▶ **Exercise materials**
* * * * *

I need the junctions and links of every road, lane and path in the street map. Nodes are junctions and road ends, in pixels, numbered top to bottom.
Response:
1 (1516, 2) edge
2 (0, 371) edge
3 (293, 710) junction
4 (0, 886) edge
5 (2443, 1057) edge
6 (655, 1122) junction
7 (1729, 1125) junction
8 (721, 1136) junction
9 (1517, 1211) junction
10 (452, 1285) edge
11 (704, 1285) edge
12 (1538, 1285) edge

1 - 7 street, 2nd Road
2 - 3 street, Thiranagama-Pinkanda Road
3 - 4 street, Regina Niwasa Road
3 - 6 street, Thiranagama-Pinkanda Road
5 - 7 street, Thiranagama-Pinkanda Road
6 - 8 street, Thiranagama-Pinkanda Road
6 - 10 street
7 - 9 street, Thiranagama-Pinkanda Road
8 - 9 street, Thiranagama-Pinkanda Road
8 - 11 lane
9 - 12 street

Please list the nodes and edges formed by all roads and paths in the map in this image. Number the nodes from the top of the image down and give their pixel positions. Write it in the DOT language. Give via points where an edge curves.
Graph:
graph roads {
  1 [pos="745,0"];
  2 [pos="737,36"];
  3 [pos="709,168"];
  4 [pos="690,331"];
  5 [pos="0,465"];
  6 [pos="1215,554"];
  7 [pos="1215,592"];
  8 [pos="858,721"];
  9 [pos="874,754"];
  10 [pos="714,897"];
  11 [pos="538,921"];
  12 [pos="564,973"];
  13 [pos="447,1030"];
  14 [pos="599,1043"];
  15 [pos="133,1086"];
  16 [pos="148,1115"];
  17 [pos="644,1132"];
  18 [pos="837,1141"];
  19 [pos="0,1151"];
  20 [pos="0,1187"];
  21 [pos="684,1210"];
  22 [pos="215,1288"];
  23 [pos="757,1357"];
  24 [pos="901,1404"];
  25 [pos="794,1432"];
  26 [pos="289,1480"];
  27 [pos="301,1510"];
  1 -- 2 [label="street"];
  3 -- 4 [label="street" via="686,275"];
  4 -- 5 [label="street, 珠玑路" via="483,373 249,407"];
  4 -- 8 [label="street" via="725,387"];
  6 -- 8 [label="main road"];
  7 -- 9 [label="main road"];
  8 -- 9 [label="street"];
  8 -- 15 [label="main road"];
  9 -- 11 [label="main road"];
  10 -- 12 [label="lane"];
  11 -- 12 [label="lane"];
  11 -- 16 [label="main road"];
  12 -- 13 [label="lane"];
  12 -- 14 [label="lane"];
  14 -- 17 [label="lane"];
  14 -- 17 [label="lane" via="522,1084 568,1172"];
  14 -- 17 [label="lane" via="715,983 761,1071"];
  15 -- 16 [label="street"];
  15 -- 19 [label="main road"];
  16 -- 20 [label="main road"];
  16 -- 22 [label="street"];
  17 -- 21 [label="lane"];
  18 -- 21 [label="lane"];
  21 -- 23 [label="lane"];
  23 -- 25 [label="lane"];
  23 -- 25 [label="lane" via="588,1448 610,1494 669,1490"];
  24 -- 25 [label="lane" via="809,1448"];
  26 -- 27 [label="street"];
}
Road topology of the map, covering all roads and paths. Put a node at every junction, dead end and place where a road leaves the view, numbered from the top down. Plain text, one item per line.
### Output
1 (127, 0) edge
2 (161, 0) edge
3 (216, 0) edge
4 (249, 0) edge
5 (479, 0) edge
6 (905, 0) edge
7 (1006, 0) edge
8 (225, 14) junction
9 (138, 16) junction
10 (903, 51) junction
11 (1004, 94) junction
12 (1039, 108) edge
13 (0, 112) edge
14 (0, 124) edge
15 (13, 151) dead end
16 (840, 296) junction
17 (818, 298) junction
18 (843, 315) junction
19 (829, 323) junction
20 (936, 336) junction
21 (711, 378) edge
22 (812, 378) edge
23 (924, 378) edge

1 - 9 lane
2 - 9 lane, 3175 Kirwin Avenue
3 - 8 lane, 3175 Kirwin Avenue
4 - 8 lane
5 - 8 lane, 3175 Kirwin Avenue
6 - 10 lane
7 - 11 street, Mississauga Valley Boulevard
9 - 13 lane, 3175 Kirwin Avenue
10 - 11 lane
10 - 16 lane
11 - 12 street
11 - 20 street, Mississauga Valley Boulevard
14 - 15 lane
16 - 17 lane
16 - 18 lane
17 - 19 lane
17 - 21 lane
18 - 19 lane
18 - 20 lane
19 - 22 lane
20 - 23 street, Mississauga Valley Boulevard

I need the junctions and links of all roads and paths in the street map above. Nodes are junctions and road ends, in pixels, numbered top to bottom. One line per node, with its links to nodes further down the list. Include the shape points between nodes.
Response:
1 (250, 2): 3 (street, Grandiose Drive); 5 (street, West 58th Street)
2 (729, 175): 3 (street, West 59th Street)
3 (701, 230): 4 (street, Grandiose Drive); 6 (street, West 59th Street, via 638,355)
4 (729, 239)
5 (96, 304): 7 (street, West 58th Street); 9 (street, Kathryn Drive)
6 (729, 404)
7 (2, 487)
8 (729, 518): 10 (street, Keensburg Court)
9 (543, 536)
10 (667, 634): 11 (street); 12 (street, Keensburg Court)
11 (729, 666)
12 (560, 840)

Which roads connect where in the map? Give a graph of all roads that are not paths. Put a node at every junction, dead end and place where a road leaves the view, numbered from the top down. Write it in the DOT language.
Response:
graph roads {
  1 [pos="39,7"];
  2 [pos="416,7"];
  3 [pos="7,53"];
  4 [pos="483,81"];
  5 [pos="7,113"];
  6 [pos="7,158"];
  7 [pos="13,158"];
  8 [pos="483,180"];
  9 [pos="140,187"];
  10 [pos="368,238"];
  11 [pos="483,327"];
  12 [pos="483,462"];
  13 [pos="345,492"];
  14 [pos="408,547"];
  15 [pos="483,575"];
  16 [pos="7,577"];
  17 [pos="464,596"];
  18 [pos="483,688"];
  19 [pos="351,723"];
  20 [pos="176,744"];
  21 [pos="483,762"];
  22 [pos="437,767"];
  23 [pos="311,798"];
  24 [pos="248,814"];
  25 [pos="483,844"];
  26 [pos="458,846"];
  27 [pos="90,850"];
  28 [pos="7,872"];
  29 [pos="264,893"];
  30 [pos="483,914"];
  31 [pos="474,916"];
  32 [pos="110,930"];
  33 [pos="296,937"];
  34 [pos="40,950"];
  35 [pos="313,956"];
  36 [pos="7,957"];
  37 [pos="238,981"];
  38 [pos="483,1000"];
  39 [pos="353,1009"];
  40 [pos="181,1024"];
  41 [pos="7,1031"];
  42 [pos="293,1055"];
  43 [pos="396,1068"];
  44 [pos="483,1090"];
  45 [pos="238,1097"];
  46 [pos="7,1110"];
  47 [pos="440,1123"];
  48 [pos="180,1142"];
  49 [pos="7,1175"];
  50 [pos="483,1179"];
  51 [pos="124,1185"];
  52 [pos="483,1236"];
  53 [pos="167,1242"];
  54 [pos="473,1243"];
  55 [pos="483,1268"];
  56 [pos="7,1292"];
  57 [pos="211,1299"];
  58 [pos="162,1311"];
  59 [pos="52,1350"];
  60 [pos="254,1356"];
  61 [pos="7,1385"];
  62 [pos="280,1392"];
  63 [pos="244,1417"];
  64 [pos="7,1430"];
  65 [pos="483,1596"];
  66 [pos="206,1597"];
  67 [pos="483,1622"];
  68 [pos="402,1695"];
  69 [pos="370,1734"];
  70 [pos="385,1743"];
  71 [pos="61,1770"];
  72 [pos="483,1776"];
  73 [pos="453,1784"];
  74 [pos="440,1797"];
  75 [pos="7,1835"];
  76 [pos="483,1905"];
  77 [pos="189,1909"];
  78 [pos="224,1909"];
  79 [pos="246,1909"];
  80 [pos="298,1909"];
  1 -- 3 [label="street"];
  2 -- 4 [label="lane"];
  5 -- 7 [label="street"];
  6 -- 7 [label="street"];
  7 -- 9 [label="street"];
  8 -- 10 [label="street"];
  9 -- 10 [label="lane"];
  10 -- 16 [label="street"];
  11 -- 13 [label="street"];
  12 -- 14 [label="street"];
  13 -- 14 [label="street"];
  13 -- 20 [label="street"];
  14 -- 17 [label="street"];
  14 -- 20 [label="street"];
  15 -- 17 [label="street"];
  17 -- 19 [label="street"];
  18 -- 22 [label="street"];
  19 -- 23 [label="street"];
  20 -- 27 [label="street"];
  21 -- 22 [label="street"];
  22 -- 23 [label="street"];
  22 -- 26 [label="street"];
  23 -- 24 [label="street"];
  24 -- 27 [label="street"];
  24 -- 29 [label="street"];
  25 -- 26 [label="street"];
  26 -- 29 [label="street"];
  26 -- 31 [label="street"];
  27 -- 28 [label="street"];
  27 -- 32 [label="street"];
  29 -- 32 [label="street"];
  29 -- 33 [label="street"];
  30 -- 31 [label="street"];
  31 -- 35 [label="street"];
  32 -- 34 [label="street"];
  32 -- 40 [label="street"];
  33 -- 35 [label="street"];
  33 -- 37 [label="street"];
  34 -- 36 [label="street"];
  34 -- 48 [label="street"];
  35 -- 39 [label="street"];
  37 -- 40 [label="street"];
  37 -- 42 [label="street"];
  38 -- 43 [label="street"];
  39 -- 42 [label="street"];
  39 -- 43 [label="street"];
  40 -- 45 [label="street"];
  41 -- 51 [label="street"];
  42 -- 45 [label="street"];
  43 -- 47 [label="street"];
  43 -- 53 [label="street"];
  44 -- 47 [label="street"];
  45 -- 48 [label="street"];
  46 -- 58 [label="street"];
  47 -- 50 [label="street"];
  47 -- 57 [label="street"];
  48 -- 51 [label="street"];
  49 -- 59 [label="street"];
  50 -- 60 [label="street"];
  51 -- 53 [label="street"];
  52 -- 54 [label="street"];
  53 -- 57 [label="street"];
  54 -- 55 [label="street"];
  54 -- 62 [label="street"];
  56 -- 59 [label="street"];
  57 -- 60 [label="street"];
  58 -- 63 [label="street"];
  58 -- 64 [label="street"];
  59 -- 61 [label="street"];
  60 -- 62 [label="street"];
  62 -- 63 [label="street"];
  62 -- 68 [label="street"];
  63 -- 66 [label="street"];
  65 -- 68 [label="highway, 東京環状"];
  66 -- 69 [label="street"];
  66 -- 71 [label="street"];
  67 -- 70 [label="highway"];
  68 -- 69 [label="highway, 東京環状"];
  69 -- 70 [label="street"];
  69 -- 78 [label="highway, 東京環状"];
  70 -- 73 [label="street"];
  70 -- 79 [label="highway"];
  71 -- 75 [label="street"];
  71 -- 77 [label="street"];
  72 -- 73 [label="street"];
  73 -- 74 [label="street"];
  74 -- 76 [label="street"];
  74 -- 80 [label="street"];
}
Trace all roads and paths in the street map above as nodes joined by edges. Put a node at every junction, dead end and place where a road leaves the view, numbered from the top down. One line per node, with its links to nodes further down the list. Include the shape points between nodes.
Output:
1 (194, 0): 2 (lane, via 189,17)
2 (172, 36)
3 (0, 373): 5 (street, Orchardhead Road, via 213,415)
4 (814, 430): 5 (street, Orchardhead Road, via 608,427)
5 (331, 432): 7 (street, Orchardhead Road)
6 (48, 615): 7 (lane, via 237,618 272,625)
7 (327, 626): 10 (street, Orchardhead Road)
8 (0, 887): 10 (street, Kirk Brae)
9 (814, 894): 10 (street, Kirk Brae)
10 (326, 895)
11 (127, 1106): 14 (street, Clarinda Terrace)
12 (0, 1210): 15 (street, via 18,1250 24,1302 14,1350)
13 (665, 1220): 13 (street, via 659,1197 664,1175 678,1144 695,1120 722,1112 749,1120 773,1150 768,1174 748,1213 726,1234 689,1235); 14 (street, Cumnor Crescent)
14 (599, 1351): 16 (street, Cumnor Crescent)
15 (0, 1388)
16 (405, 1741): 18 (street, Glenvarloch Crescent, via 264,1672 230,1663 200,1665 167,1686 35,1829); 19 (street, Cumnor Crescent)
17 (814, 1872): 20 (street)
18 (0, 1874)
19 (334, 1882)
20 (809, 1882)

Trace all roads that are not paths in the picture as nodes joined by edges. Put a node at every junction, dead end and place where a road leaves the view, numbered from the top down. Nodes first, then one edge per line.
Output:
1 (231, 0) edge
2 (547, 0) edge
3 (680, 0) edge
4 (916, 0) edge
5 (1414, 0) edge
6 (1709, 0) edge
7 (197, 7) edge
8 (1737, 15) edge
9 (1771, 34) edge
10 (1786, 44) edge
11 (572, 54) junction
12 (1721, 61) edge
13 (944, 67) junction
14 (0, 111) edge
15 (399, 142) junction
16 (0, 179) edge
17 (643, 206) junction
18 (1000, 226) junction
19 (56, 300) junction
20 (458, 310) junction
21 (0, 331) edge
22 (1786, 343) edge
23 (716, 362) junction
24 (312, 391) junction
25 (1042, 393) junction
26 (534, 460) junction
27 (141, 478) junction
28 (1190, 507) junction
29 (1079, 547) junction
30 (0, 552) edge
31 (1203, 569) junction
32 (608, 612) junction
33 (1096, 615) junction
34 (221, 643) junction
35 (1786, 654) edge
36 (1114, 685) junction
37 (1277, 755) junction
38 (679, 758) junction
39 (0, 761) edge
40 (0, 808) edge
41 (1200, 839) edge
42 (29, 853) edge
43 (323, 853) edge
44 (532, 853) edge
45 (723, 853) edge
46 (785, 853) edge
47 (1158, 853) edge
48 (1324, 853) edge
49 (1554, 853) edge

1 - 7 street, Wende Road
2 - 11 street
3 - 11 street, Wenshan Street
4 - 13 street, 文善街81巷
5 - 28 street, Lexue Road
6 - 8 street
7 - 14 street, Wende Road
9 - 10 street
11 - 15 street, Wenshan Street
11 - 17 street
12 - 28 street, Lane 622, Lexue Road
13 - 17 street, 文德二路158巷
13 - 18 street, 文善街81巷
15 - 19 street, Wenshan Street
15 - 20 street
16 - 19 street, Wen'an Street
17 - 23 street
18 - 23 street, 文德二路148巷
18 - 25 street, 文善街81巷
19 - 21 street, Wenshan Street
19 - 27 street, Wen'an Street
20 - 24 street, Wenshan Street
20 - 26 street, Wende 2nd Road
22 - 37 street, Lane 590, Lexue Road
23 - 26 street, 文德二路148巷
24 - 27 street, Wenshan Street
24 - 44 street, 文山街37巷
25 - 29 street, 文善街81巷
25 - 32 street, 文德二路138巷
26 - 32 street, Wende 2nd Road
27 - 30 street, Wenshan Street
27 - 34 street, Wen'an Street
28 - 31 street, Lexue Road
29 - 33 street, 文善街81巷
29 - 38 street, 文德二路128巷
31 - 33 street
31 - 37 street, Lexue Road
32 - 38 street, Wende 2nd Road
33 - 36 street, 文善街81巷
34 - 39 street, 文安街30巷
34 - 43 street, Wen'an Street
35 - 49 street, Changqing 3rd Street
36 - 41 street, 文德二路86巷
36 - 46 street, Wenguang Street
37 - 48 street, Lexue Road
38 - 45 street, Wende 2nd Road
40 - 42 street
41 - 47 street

* * * * *

▶ **Task**
Look over the entries for "Drive", then copy every line that includes that string.

▶ **Output for this task**
1 (250, 2): 3 (street, Grandiose Drive); 5 (street, West 58th Street)
3 (701, 230): 4 (street, Grandiose Drive); 6 (street, West 59th Street, via 638,355)
5 (96, 304): 7 (street, West 58th Street); 9 (street, Kathryn Drive)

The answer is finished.